Sunday, December 13, 2009

Tis the season


I was supposed to head off to a Christmas party on Friday night—the December meeting of my writers group becomes an opportunity to exchange gifts, desserts, and great stories. Alas, the instability of the weather required that I simply come on up the mountain after work. In anticipation of the party, I’d ordered a huge tray of Christmas cookies from the catering class at the high school, so I ended up bringing it home. Nothing to do but eat them up—oh, and share them with my neighbors, of course.

After dinner on Friday night, I pulled some of the plastic wrap off the cookie tray and wiggled my fingers inside to retrieve one of those small round cookies covered with powdered sugar. When we were kids, we called them butter balls. (If you put rum in them, they’re butter rum balls.) The first bite took me back fifty years.

When I was a kid, Grandma would catch the train in Los Angeles and ride out to Lakewood where we lived on a beautiful suburban tree-lined street. Dad would pick her up at the train station, and she always bustled in carrying bags filled with coloring books, crayons, and cinnamon raisin bread. She and Mom would spend days getting ready for Christmas, baking mincemeat pies, pumpkin pies, apple pies (all from scratch), cooking yams for candied yams, making cranberry sauce (from scratch as well).
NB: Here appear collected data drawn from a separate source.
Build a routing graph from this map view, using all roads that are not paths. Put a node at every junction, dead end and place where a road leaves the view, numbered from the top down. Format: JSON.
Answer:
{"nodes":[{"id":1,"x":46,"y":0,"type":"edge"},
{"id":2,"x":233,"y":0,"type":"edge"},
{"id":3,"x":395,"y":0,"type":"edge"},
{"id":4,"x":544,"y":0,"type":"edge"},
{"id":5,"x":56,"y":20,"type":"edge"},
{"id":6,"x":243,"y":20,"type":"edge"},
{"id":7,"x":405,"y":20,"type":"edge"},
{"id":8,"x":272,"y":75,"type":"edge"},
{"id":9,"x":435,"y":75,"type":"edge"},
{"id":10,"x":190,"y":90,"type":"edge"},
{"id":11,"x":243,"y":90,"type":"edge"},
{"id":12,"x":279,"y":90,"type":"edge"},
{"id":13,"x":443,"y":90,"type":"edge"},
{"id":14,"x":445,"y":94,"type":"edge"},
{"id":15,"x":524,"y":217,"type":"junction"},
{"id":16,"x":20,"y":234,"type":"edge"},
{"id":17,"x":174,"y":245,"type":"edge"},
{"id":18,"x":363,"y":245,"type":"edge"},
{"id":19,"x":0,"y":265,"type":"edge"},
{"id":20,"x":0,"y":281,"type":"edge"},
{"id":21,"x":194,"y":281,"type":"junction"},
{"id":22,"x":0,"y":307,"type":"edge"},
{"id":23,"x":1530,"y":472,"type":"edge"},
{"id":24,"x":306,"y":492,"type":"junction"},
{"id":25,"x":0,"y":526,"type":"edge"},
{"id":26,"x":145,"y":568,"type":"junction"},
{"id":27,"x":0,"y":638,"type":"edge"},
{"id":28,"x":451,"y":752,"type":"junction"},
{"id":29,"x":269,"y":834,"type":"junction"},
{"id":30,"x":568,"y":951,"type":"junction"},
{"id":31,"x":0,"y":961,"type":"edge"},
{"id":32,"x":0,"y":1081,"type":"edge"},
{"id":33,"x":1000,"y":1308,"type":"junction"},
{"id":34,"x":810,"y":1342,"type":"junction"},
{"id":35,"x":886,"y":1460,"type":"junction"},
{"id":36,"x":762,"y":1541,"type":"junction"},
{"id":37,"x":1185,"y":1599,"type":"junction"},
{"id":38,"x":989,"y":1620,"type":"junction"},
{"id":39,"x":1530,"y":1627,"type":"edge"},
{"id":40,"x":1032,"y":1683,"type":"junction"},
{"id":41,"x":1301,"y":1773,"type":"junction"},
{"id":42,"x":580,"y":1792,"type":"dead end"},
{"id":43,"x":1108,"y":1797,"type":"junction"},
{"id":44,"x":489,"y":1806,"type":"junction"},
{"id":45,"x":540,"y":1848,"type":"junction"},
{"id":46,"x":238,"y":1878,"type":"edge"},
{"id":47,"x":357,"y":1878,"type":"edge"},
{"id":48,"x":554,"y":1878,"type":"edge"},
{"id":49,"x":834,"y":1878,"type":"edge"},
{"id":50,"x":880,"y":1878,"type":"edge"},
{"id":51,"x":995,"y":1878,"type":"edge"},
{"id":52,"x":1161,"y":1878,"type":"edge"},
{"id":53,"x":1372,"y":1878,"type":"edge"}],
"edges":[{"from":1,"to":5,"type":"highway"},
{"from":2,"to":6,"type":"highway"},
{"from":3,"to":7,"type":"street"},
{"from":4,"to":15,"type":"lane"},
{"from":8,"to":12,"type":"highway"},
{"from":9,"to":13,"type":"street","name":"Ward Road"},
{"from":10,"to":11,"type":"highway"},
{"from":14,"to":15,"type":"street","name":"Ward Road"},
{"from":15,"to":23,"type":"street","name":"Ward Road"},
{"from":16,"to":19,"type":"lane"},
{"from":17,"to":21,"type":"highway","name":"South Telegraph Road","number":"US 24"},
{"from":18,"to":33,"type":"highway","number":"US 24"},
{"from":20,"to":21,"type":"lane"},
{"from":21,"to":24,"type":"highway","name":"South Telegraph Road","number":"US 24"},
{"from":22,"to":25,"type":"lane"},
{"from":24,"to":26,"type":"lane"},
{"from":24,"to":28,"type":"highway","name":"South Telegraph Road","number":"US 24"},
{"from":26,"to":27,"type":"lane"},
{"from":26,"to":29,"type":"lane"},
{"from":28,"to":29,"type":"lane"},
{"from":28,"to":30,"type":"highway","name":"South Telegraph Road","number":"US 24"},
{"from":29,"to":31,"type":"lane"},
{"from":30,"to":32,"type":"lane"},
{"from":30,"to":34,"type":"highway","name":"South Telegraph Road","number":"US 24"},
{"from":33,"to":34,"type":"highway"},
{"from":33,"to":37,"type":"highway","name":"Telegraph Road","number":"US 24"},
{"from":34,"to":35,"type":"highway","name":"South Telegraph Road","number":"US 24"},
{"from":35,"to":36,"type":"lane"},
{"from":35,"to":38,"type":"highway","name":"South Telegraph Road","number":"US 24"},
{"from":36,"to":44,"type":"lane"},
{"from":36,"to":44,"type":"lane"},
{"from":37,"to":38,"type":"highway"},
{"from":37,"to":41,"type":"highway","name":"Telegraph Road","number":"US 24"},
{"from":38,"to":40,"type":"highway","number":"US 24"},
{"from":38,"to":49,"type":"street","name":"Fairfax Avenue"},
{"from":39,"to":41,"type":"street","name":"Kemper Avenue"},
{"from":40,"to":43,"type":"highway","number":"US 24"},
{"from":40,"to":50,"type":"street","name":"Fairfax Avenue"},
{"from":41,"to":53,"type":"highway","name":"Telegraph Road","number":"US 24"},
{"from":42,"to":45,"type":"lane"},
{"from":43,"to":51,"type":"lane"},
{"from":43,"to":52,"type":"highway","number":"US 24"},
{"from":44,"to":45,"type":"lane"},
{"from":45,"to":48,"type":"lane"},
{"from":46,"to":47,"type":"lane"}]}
Grandma made a special Christmas treat by stuffing dates with half a walnut and rolling them in powdered sugar. Such a simple thing… yet I was reminded of how much I loved them when my daughter made something similar—but far more fancy—for Thanksgiving.

We had a real tree every year, and every year Dad would send one of the boys up the ladder in the garage to the rafters to bring down the large box of ornaments, decorations and our nativity. The only thing we bought new each year were several boxes of tinsel to cover the tree with. Oh, and glass wax. Most folks in our neighborhood would use multi-colored glass wax and a sponge to decorate their picture windows, much as the retail stores do now, with snowy scenes and holly berries. Of course, we had a long string of outdoor lights that Dad would dutifully hang around the eaves of the house every year.

Both my parents were veterans of WWII, and Dad was involved in his local VFW. One year, a few days before Christmas, we loaded up the station wagon and headed off to the VFW hall for an opportunity to meet Santa and be given a gift. I was pretty nervous about this, and truth be known would have preferred to forego the gift just so I could avoid sitting on a stranger’s knee. I was painfully shy and having to be asked by someone I didn’t know what I wanted for Christmas was torture for me. As the time approached for Santa’s arrival, I started looking around for my dad in order to seek out his protective arms. He was nowhere to be found. I finally asked Mom, who said first that Dad had gone to the bathroom, and a long time later, when I bugged her again, that I should stop asking so many questions. As soon as she said that, I knew. It was Mom’s catch phrase: “Stop being so nosy.” It always meant she was trying to hide something, and I knew right away what that meant in this case. Ha! My dad was Santa! A moment later he walked through the door and at his first “Ho Ho Ho!” I recognized his voice. When my turn came, I readily climbed into his lap and looked him straight in the eye, smiling. I didn’t give away his secret, and I never told my parents that I knew, but I was really proud that it was my dad who had the honor to be chosen for such an important job.

Yesterday when I was chatting with Mom, she mentioned that my brother had played Santa on Friday. I called him today.
“Yep,” he said, “a hundred and twenty kindergarteners.” His wife is their teacher. What a grand tradition.
“Hey Kev,” I asked, “Did you know Dad played Santa when we went to the VFW hall?”
“Was that Dad?” he replied. He never knew. Guess the secret’s out of Santa’s bag now. Sorry, Dad. But you did a great job with all those kids. Bet my brother did, too.